Thursday, October 2, 2014

Making a repair on a torn slipcover.

Has this ever happened to you??  This is a nasty tear in a stool slipcover and right at the corner.  Now, I'll admit, it could be much worse.  At least it's in the seam.  This had been repaired twice before it got to me.  Obviously, it didn't work.  I hated to see my client throw this out, so I gave it a shot.  And I'm going to share with you how I repaired it.  Hopefully, this will be the last time.

Here it is from another angle.  Nasty!!

 First I placed it on the corner of my sewing/pressing table.

Then pressed it.

I trimmed off all the stray threads.  I had to get them out of my way to move onto the next step.

Cut a piece of lightweight fusible stabilizer.  I keep all my remnants so I had a piece of Pellon SF 101.

 Now lay that over the seam (wrong side) and fuse in place.  It's hard to see, but it's there.
Turn to right side and press again.

Because I had a top seam where the sides meet the top, I had to unpick that just slightly.

Now you can fold the seam back to its original position and stitch in place.  I chose to use a 3/8" seam allowance just to be sure it would hold.  I ran one straight stitch first then turned to check I had enclosed the tear.  Then I went back and made a triple stitch to hold it.  The picture only shows my first stitch line.

And the right side.  No sign of tear!

Next, I closed that top seam again.  It is a bit crooked right where the repaired seam is, but there wasn't enough fabric to make it straight across.  No one will ever notice.

And now this slipcover will hopefully have another few good years.  Unless of course, this happens to the other seams.

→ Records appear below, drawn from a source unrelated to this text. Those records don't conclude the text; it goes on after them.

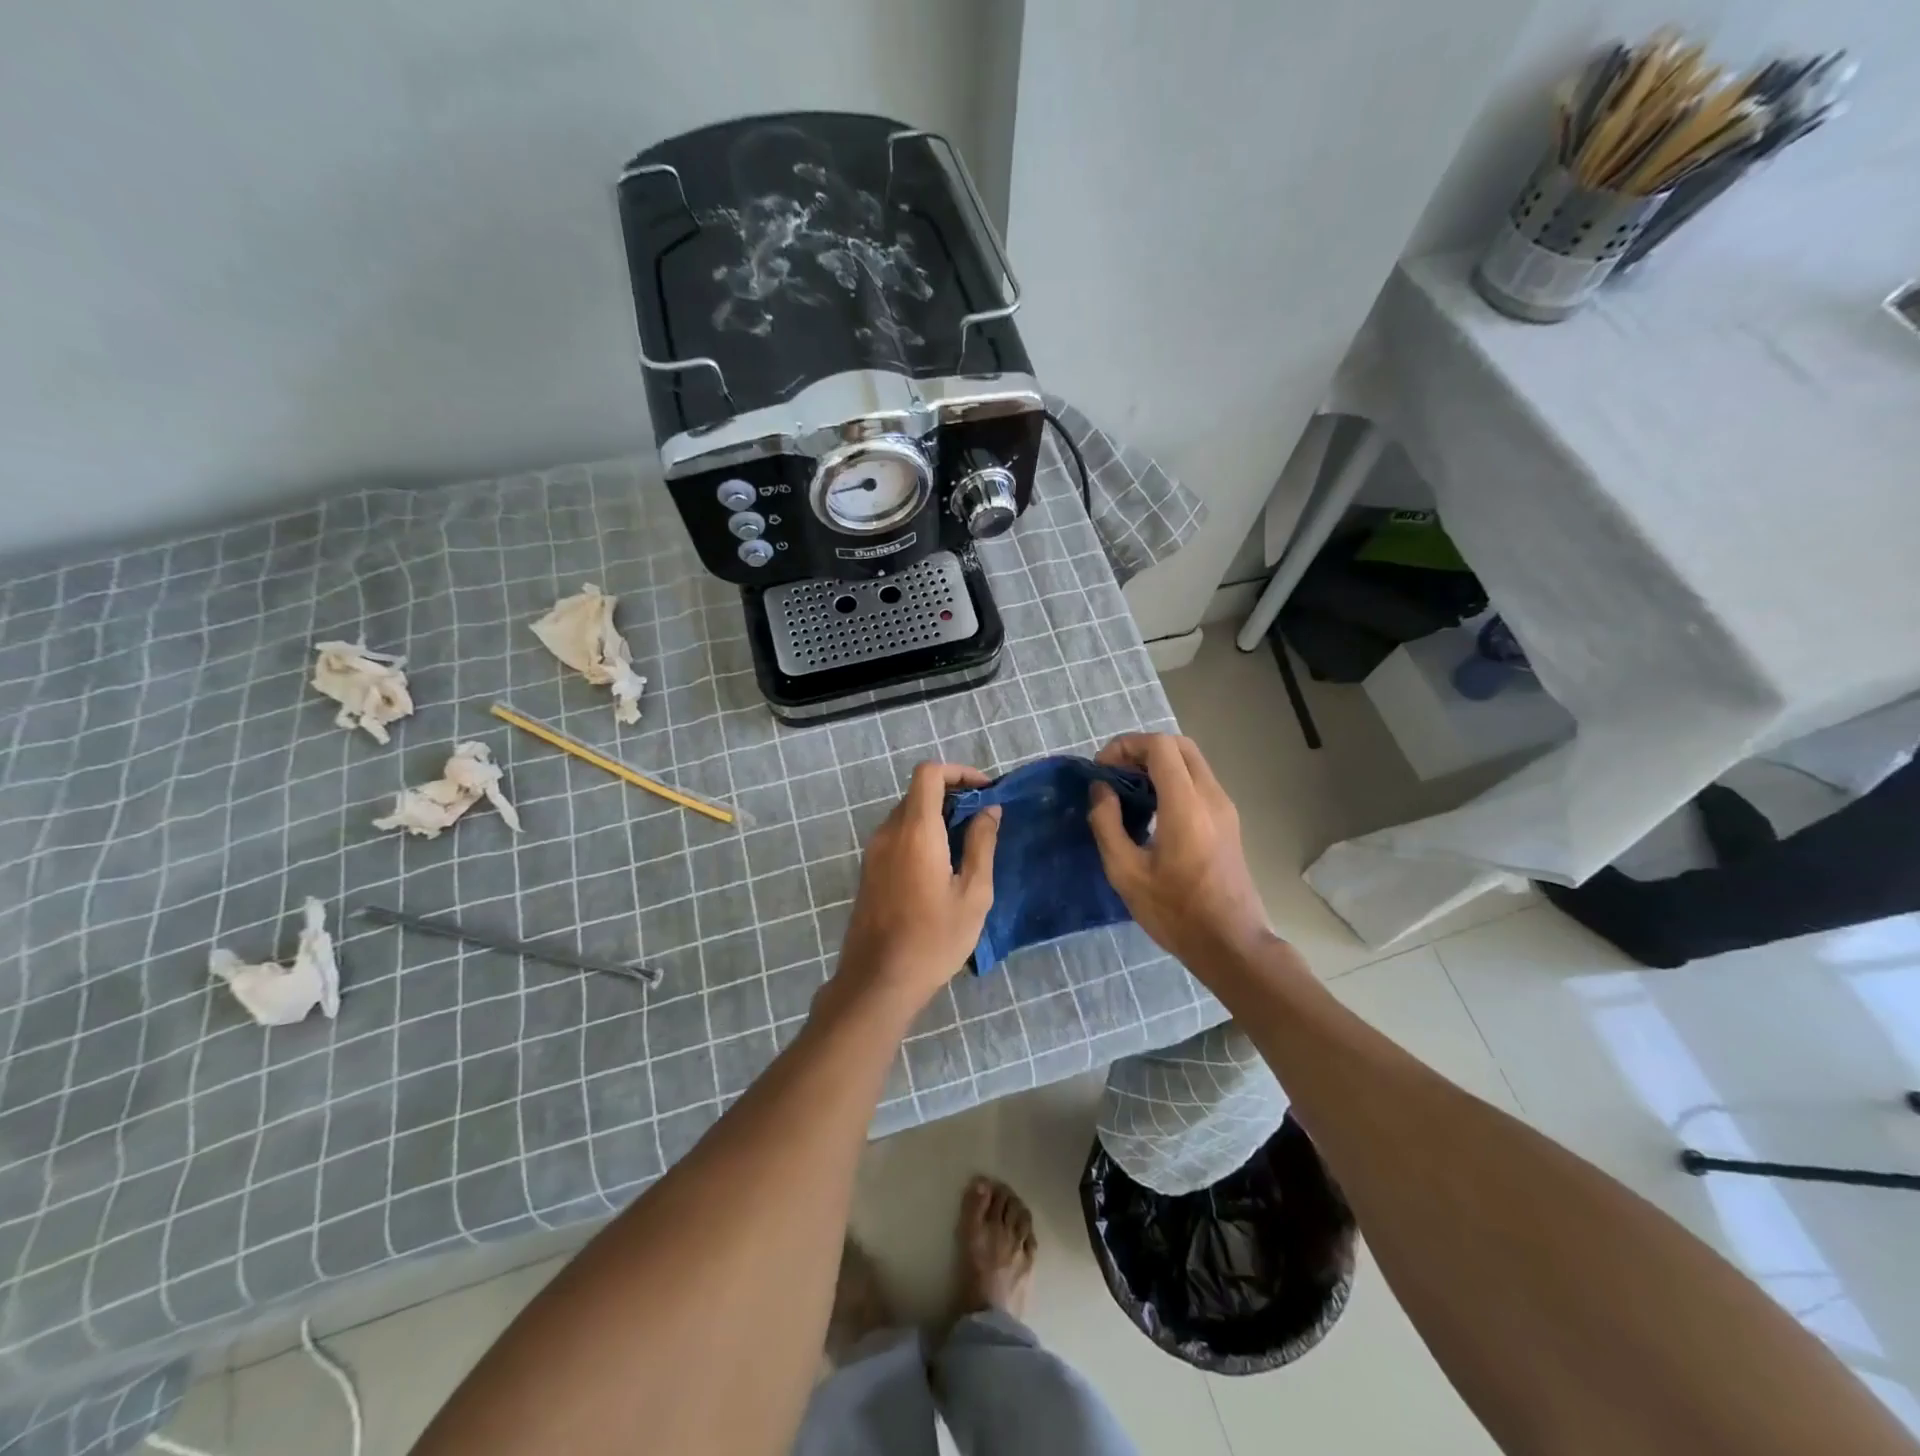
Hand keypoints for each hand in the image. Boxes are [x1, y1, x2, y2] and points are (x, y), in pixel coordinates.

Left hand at [831, 762, 1000, 1017]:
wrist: (878, 981)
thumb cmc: (934, 939)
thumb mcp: (973, 894)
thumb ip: (982, 845)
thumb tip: (989, 810)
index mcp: (916, 831)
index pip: (929, 773)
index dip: (958, 772)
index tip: (985, 791)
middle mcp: (889, 831)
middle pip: (918, 792)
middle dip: (953, 795)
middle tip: (983, 820)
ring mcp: (874, 851)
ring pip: (907, 813)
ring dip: (937, 816)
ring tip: (967, 844)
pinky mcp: (869, 869)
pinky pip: (897, 835)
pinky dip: (921, 834)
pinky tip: (942, 865)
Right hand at [1088, 734, 1272, 968]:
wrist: (1230, 944)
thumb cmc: (1175, 912)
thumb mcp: (1126, 872)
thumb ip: (1107, 823)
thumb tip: (1101, 790)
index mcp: (1187, 806)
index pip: (1160, 746)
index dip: (1126, 746)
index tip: (1102, 771)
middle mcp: (1211, 797)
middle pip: (1179, 744)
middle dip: (1142, 749)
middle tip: (1114, 773)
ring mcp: (1225, 808)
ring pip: (1191, 761)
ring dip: (1157, 763)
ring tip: (1127, 791)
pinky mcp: (1228, 821)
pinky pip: (1198, 781)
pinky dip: (1171, 779)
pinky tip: (1150, 809)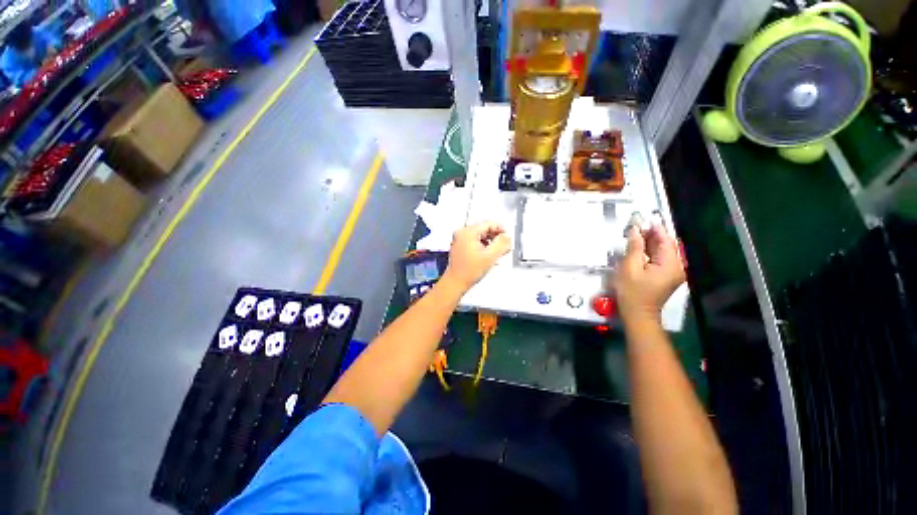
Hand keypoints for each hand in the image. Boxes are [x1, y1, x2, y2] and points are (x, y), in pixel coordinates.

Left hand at [443, 222, 510, 290]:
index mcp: (468, 232)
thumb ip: (501, 244)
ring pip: (479, 235)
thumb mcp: (490, 256)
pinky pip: (474, 241)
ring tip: (497, 252)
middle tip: (504, 245)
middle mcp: (462, 233)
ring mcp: (459, 239)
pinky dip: (483, 245)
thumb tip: (507, 236)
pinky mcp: (459, 246)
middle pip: (483, 228)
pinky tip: (488, 255)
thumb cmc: (470, 270)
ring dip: (490, 242)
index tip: (507, 237)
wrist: (456, 282)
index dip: (500, 229)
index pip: (488, 224)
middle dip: (495, 236)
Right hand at [613, 223, 684, 321]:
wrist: (637, 314)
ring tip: (634, 235)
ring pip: (663, 250)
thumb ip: (634, 247)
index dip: (654, 227)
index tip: (641, 219)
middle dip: (651, 234)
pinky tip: (639, 248)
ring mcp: (673, 271)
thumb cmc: (632, 292)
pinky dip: (650, 251)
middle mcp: (677, 266)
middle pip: (666, 244)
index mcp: (670, 263)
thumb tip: (635, 230)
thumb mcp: (629, 267)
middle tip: (635, 226)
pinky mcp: (667, 276)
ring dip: (650, 242)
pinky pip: (660, 258)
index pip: (665, 239)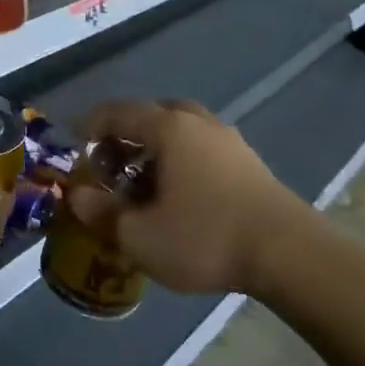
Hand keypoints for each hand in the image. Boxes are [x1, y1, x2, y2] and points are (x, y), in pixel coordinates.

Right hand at [67, 99, 298, 293]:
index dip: (90, 127)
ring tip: (143, 185)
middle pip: (149, 115)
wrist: (288, 252)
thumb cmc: (205, 237)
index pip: (116, 112)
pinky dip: (179, 160)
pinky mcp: (247, 160)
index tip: (76, 151)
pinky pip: (200, 146)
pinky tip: (179, 196)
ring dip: (153, 149)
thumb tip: (76, 197)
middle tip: (110, 168)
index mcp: (167, 128)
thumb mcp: (140, 236)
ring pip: (178, 130)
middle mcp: (196, 122)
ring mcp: (226, 138)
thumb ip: (102, 213)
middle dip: (124, 138)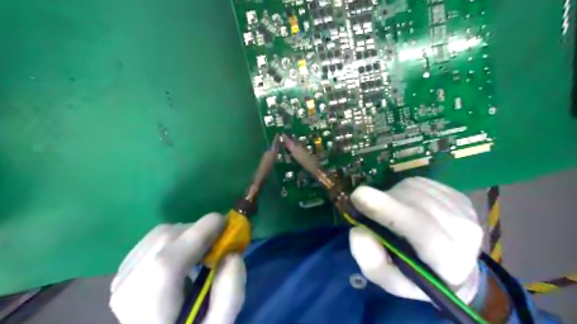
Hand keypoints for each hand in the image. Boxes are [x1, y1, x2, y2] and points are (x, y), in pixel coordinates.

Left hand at [110, 213, 245, 323]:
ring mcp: (121, 280)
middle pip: (164, 240)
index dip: (200, 233)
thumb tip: (232, 255)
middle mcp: (128, 291)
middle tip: (219, 240)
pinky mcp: (122, 273)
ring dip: (187, 234)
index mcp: (151, 310)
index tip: (226, 223)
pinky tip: (185, 255)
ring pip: (158, 235)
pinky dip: (174, 238)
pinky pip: (152, 240)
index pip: (168, 262)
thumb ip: (230, 294)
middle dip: (198, 231)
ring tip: (203, 249)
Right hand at [349, 178, 482, 302]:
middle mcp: (465, 234)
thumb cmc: (415, 277)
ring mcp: (464, 211)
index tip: (359, 195)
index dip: (390, 211)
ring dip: (393, 198)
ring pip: (416, 190)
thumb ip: (372, 262)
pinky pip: (420, 184)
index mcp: (449, 264)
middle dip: (386, 203)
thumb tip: (359, 230)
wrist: (451, 267)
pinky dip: (403, 192)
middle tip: (366, 207)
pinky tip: (405, 206)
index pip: (422, 232)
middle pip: (416, 205)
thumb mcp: (389, 279)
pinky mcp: (458, 195)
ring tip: (390, 214)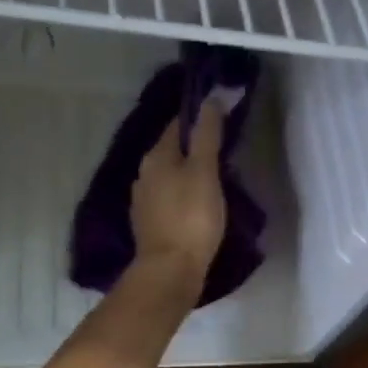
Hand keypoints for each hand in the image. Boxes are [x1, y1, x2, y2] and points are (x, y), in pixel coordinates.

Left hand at [131, 103, 225, 282]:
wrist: (170, 270)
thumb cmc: (192, 217)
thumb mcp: (205, 171)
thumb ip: (208, 134)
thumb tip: (211, 97)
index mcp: (156, 157)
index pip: (177, 125)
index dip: (199, 119)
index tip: (221, 119)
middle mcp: (144, 174)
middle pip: (172, 151)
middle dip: (194, 148)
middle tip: (223, 152)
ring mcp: (143, 201)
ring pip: (169, 176)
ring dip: (188, 174)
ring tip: (214, 180)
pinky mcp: (149, 225)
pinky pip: (168, 199)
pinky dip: (182, 196)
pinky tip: (197, 206)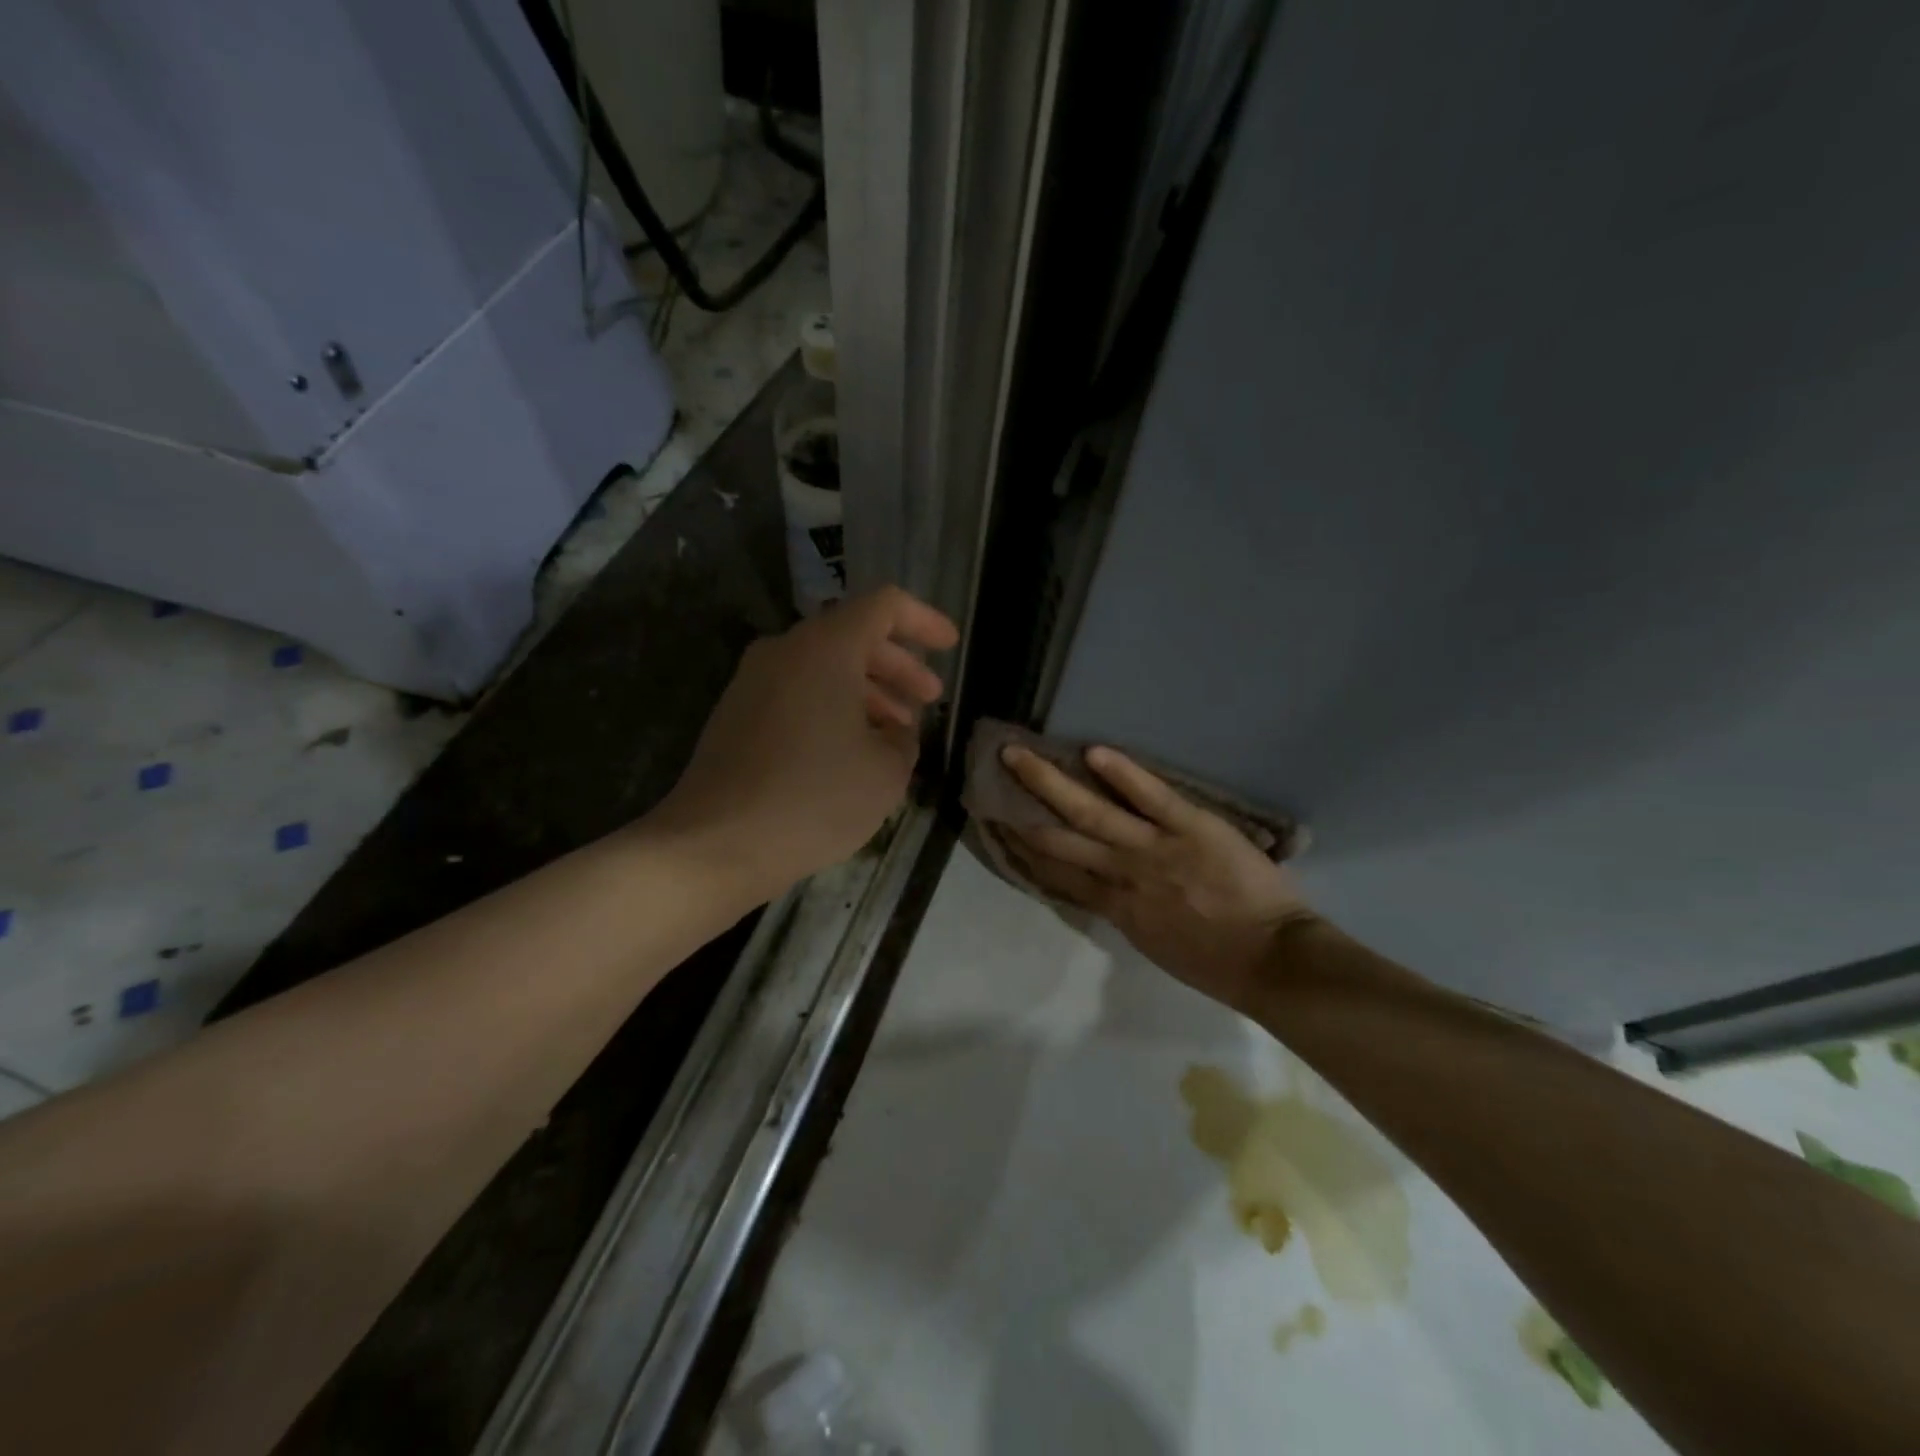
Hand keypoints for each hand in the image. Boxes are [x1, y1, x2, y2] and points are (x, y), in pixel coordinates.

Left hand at [656, 587, 958, 896]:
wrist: (716, 844)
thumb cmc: (815, 798)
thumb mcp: (886, 771)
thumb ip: (903, 738)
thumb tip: (893, 732)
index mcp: (825, 648)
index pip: (884, 606)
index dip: (924, 621)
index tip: (951, 646)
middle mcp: (784, 651)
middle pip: (853, 636)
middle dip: (898, 665)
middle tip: (930, 698)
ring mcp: (753, 682)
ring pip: (824, 667)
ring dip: (867, 691)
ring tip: (897, 732)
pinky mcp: (737, 714)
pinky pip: (798, 692)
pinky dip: (833, 707)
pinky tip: (853, 748)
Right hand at [998, 746, 1314, 1013]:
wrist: (1273, 961)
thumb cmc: (1217, 962)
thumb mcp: (1155, 944)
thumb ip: (1125, 910)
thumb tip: (1101, 887)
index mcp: (1114, 907)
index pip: (1056, 873)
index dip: (1023, 850)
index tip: (998, 826)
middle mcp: (1121, 874)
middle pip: (1058, 839)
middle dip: (1020, 812)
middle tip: (988, 786)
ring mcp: (1154, 849)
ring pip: (1091, 811)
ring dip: (1049, 782)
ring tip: (1017, 756)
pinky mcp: (1191, 827)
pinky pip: (1151, 797)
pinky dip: (1122, 773)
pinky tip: (1093, 751)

Hope this helps someone else.  Incidentally, I am no expert in making these types of repairs.  If you know of or have a better way, please share!

Thanks for stopping by.

Happy Thursday!


  1. I'm no expert either but I've made my fair share of repairs over the years. I think it was a really wise choice to reinforce the fabric with the interfacing. That will prevent the fabric from fraying further and provide stability the fabric and to that seam. Well done!

  2. Thanks so much! I was thinking that too since it had been repaired before. There just wasn't enough stability there to hold the seam together. Thank you for stopping by! I love your blog BTW.